The fountain was created by José María Hernández Urbina, with Luz Jiménez, an Indigenous Nahua woman, as the model, in 1927. The statue, 3 m in height and constructed from concrete, depicts a naked woman with a water pitcher under each arm, from which the water flowed. Locally she is referred to as La Muñeca or the Mujer de los Cántaros. The fountain faces onto Calle de Michoacán, which divides the park, at the entrance to the Teatro al Aire Libre Lindbergh (Lindbergh Forum, named for Charles Lindbergh). (Note: Lindbergh landed his plane, Spirit of St. Louis in Mexico City on 13 December 1927, after leaving Washington DC, and the event was commemorated by naming the forum after him) Urbina, together with the architect Roberto Montenegro was one of the creators of the Forum, with its Art Deco features, in the 1920s, at the time that Colonia Condesa was being developed. The statue has come to symbolize the Mexican people (Mexicayotl or Mexicanidad) before The Conquest.
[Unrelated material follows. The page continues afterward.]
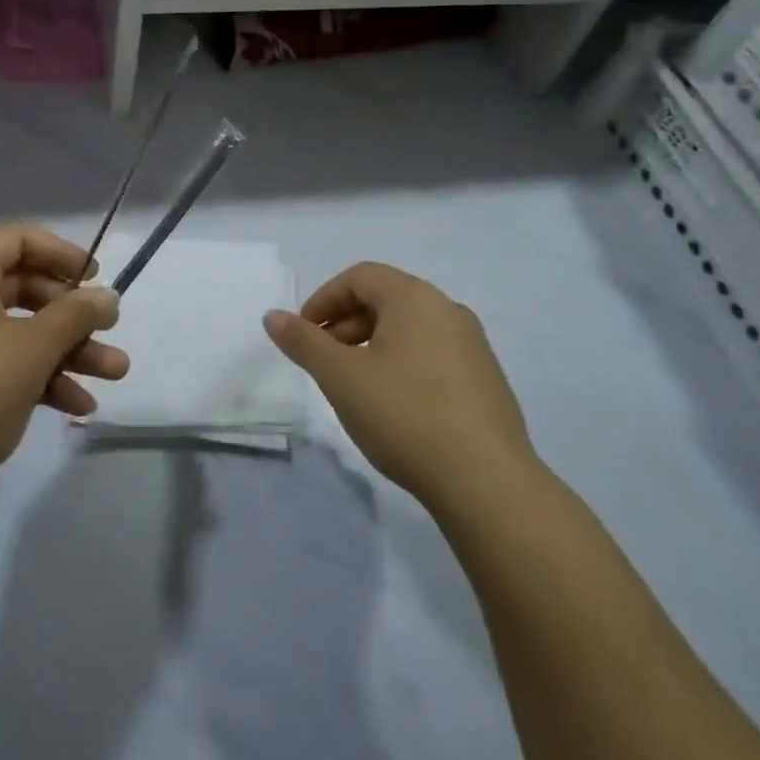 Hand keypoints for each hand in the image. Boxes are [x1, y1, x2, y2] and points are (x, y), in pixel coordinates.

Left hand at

The Forum was poorly maintained, and fell into disrepair, but in 2008 a restoration began at a cost of 21 million pesos over 17 months, but was considered controversial by local residents. The fountain is considered an important landmark and attracts many visitors.

== In popular culture ==

The statue has become symbolised in stencil graffiti on the walls of Mexico City, and has been replicated in fibreglass for a film and is a frequent subject for artists.